*What to produce*
Wherever the word "Club" occurs in the lines below, copy the whole line.

Saved entries
=== Begin Enclosure ===
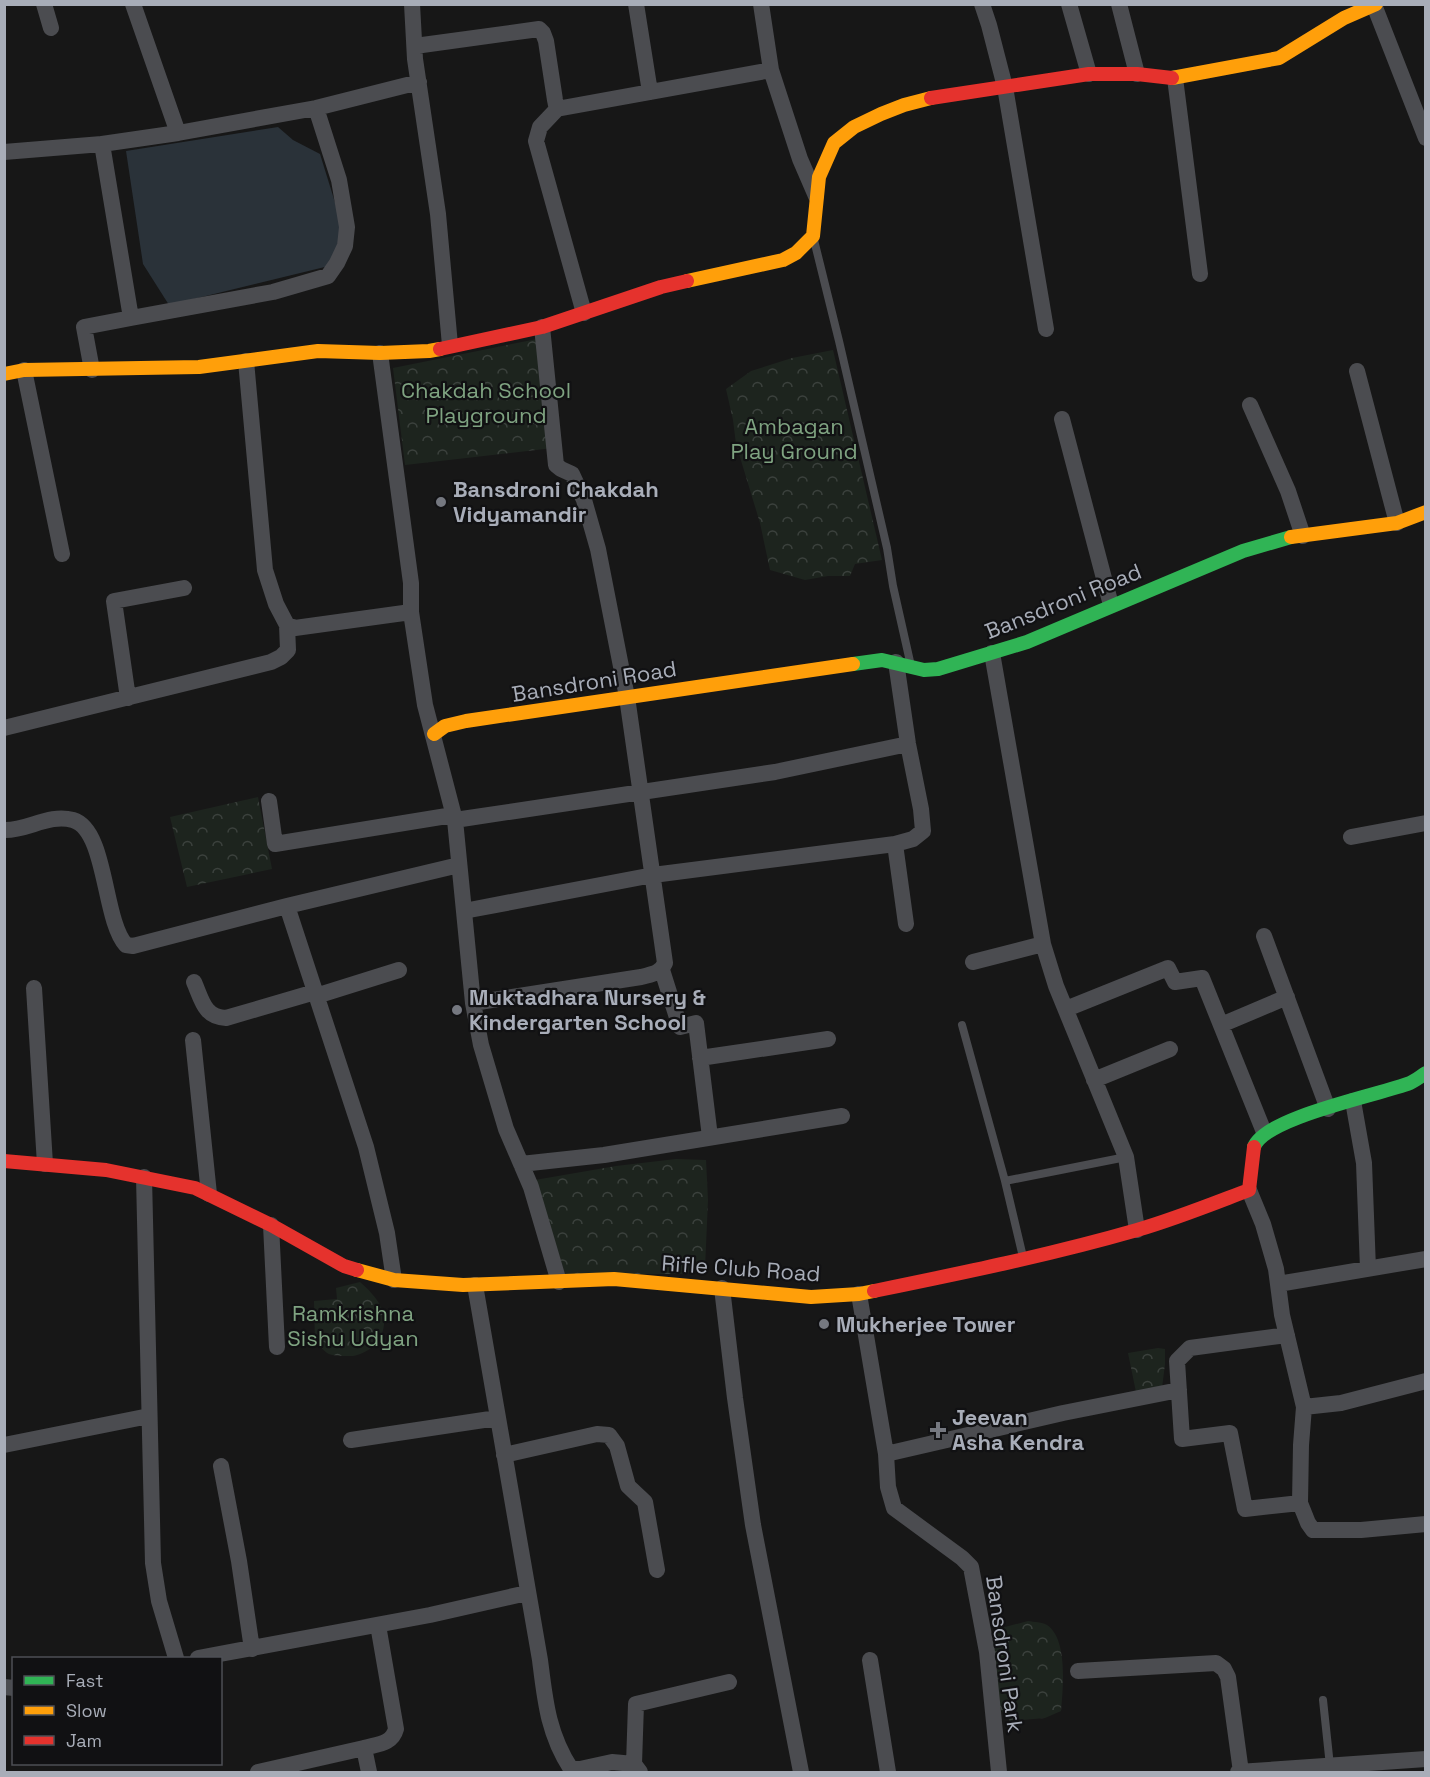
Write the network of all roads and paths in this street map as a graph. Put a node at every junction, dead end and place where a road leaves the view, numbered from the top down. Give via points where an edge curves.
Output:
1 (44, 4) edge
2 (133, 4) edge
3 (412, 4) edge
4 (636, 4) edge
5 (761, 4) edge
6 (982, 4) edge
7 (1069, 4) edge
8 (1119, 4) edge
9 (1375, 5) edge
10 (51, 28) dead end
11 (415, 46) junction
12 (771, 70) junction
13 (1089, 74) junction
14 (1137, 74) junction
15 (1175, 78) junction
16 (418, 82) junction
17 (1005, 87) junction
18 (650, 92) junction
19 (559, 107) junction
20 (316, 108) junction
21 (178, 134) junction
22 (1425, 138) edge
23 (102, 144) junction
24 (4, 152) edge
25 (817, 200) junction
26 (813, 236) junction
27 (1200, 274) dead end
28 (584, 313) junction
29 (131, 318) junction
30 (542, 327) junction
31 (1046, 329) dead end
32 (450, 345) junction
33 (380, 353) junction
34 (246, 361) junction
35 (24, 370) junction
36 (92, 370) junction
37 (1357, 370) dead end
38 (4, 374) edge
39 (1250, 405) dead end
40 (1062, 419) dead end
41 (1423, 517) edge
42 (1397, 524) junction
43 (1303, 536) junction
44 (62, 554) dead end
45 (184, 588) dead end
46 (1111, 605) junction
47 (411, 612) junction
48 (287, 625) junction
49 (992, 652) junction
50 (904, 664) junction
51 (627, 697) junction
52 (128, 698) junction
53 (4, 728) edge
54 (434, 734) junction
55 (908, 744) junction
56 (640, 791) junction
57 (269, 801) dead end
58 (454, 817) junction
59 (1425, 823) edge
60 (4, 830) edge
61 (1351, 837) dead end
62 (895, 844) junction
63 (459, 865) junction
64 (653, 875) junction
65 (287, 906) junction
66 (464, 911) junction
67 (906, 924) dead end
68 (1264, 936) dead end
69 (1042, 944) junction
70 (973, 962) dead end
71 (399, 970) dead end
72 (662, 970) junction
73 (194, 982) dead end
74 (34, 988) dead end
75 (315, 994) junction
76 (1287, 997) junction
77 (473, 1003) junction
78 (1066, 1009) junction
79 (962, 1025) dead end
80 (1221, 1025) junction
81 (828, 1039) dead end
82 (193, 1040) dead end
83 (1170, 1049) dead end
84 (700, 1058) junction
85 (1425, 1073) edge
86 (1094, 1080) junction
87 (1353, 1101) junction
88 (1328, 1109) junction
89 (842, 1116) dead end
90 (1264, 1132) junction
91 (710, 1137) junction
92 (1126, 1157) junction
93 (4, 1161) edge
94 (45, 1164) junction
95 (521, 1164) junction
96 (144, 1177) junction
97 (1005, 1181) junction
98 (1249, 1190) junction
99 (209, 1194) junction
100 (271, 1225) junction
101 (1137, 1230) junction
102 (1023, 1258) junction
103 (1425, 1259) edge
104 (1368, 1269) junction
105 (394, 1280) junction
106 (559, 1282) junction
107 (1278, 1284) junction
108 (475, 1285) junction
109 (722, 1288) junction
110 (859, 1294) junction
111 (1287, 1335) junction
112 (277, 1347) dead end
113 (1425, 1381) edge
114 (1179, 1390) junction
115 (1304, 1407) junction
116 (149, 1416) junction
117 (497, 1418) junction
118 (351, 1440) dead end
119 (4, 1445) edge
120 (886, 1454) junction
121 (504, 1455) junction
122 (221, 1466) dead end
123 (1300, 1503) junction
124 (1425, 1524) edge
125 (657, 1570) dead end
126 (527, 1593) junction
127 (378, 1625) junction
128 (252, 1649) junction
129 (175, 1657) edge
130 (209, 1657) edge
131 (870, 1660) dead end
132 (1078, 1671) dead end
133 (729, 1682) dead end
134 (1323, 1700) dead end
135 (364, 1748) junction
136 (1425, 1759) edge
137 (1330, 1766) junction
138 (637, 1768) edge
139 (1239, 1772) edge
140 (258, 1773) edge
141 (369, 1773) edge
142 (801, 1773) edge
143 (888, 1773) edge
144 (999, 1773) edge

1 - 10 street
2 - 21 street
3 - 11 street
4 - 18 street
5 - 12 street
6 - 17 street
7 - 13 street
8 - 14 street
9 - 15 street via 1344,18 1279,58
9 - 22 street
11 - 16 street
11 - 19 street via 539,29 546,41
12 - 18 street
12 - 25 street
13 - 14 street
13 - 17 street
14 - 15 street
15 - 27 street
16 - 20 street
16 - 32 street via 438,214
17 - 25 street via 904,105 854,127 834,143 819,177
17 - 31 street
18 - 19 street
19 - 28 street via 540,127 536,141
20 - 21 street
20 - 29 street via 339,180 347,227 345,246 328,276 273,292
21 - 23 street
23 - 24 street
23 - 29 street
25 - 26 street
26 - 28 street via 783,260 661,288
26 - 50 lane via 887,548
28 - 30 street
29 - 36 street via 84,327
30 - 32 street
30 - 51 street via 556,465 572,474 584,500
32 - 33 street via 429,351
33 - 34 street via 318,351
33 - 47 street via 411,583
34 - 36 street via 199,367
34 - 48 street via 266,570
35 - 36 street
35 - 38 street
35 - 44 street
37 - 42 street
39 - 43 street
40 - 46 street
41 - 42 street, Bansdroni Road
42 - 43 street, Bansdroni Road
43 - 46 street, Bansdroni Road via 1244,550
45 - 52 street via 114,601
46 - 49 street, Bansdroni Road via 1027,642
47 - 48 street via 295,628
47 - 54 street via 425,705
48 - 52 street via 288,650 271,662
49 - 50 street, Bansdroni Road via 938,669 924,670
49 - 69 street
50 - 51 street, Bansdroni Road via 882,660
50 - 55 street
51 - 54 street, Bansdroni Road via 466,721 446,725
51 - 56 street
52 - 53 street
54 - 58 street
55 - 56 street via 775,771
55 - 62 street via 922,831 913,840
56 - 58 street
56 - 64 street
57 - 58 street via 274,844
58 - 63 street
59 - 61 street
60 - 65 street via 59,818 82,824 90,835 117,931 126,945 144,944
62 - 64 street
62 - 67 street
63 - 65 street
63 - 66 street
64 - 66 street
64 - 72 street via 665,963
65 - 75 street
66 - 77 street
68 - 76 street
69 - 70 street
69 - 78 street
71 - 75 street
72 - 77 street via 641,977
72 - 84 street via 680,1027 696,1023
73 - 75 street via 208,1012 216,1018
74 - 94 street
75 - 105 street via 366,1147
76 - 80 street
76 - 88 street
77 - 95 street via 502,1119
78 - 80 street via 1168,968 1174,982 1202,978
78 - 86 street
79 - 97 lane
80 - 90 street
81 - 84 street
82 - 99 street
83 - 86 street
84 - 91 street
85 - 87 street via 1412,1082
86 - 92 street
87 - 88 street
87 - 104 street via 1364,1163
88 - 90 street
89 - 91 street
90 - 98 street via 1257,1139
91 - 95 street
92 - 97 lane
92 - 101 street
93 - 94 street, Rifle Club Road
94 - 96 street, Rifle Club Road
95 - 106 street
96 - 99 street, Rifle Club Road
96 - 116 street
97 - 102 lane
98 - 101 street, Rifle Club Road
98 - 107 street via 1263,1224
99 - 100 street, Rifle Club Road
100 - 105 street, Rifle Club Road via 344,1266
100 - 112 street
101 - 102 street, Rifle Club Road
102 - 110 street, Rifle Club Road
103 - 104 street
104 - 107 street
105 - 108 street, Rifle Club Road
106 - 108 street, Rifle Club Road
106 - 109 street, Rifle Club Road via 614,1279
107 - 111 street
108 - 117 street
109 - 110 street, Rifle Club Road via 811,1297
109 - 142 street via 753,1525
110 - 120 street, Bansdroni Park
111 - 114 street via 1190,1348 1178,1361
111 - 115 street
113 - 115 street via 1341,1403
114 - 120 street
114 - 123 street via 1182,1439 1230,1433 1245,1509
115 - 123 street
116 - 119 street
116 - 129 street via 153,1563
117 - 118 street
117 - 121 street
120 - 144 street, Bansdroni Park via 894,1508 971,1568 987,1652
121 - 125 street via 597,1434 609,1435 617,1446 628,1486 645,1502
121 - 126 street
122 - 128 street
123 - 124 street via 1313,1530
126 - 127 street
126 - 138 street via 547,1715 560,1752 571,1769 612,1762
127 - 128 street
127 - 135 street via 396,1729 388,1742
128 - 130 street
131 - 143 street
132 - 139 street via 1216,1663 1228,1677
133 - 138 street via 636,1704
134 - 137 lane
135 - 140 street
135 - 141 street
136 - 137 street
137 - 139 street

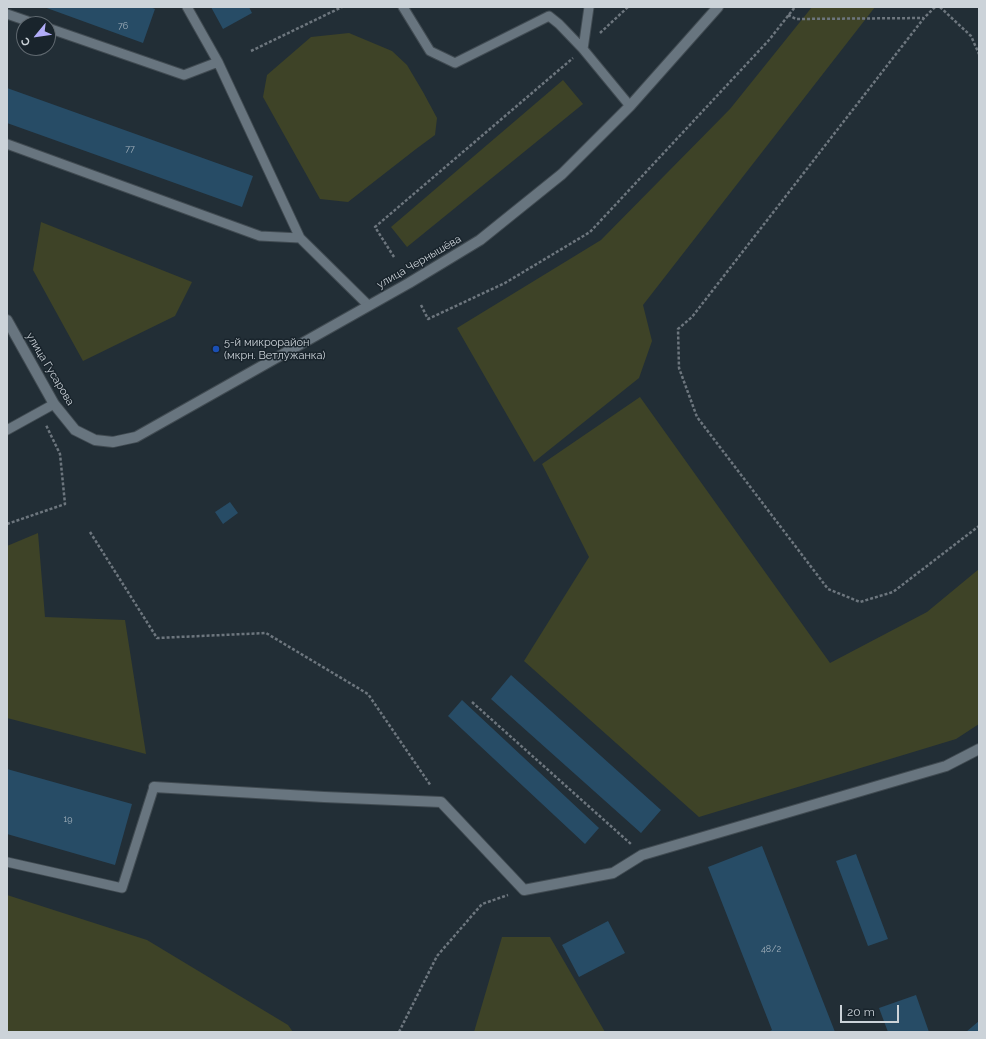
=== End Enclosure ===
*Response for this exercise*
93 - 94 street, Rifle Club Road
94 - 96 street, Rifle Club Road
96 - 99 street, Rifle Club Road
98 - 101 street, Rifle Club Road
99 - 100 street, Rifle Club Road
100 - 105 street, Rifle Club Road via 344,1266
101 - 102 street, Rifle Club Road
102 - 110 street, Rifle Club Road
105 - 108 street, Rifle Club Road
106 - 108 street, Rifle Club Road
106 - 109 street, Rifle Club Road via 614,1279
109 - 110 street, Rifle Club Road via 811,1297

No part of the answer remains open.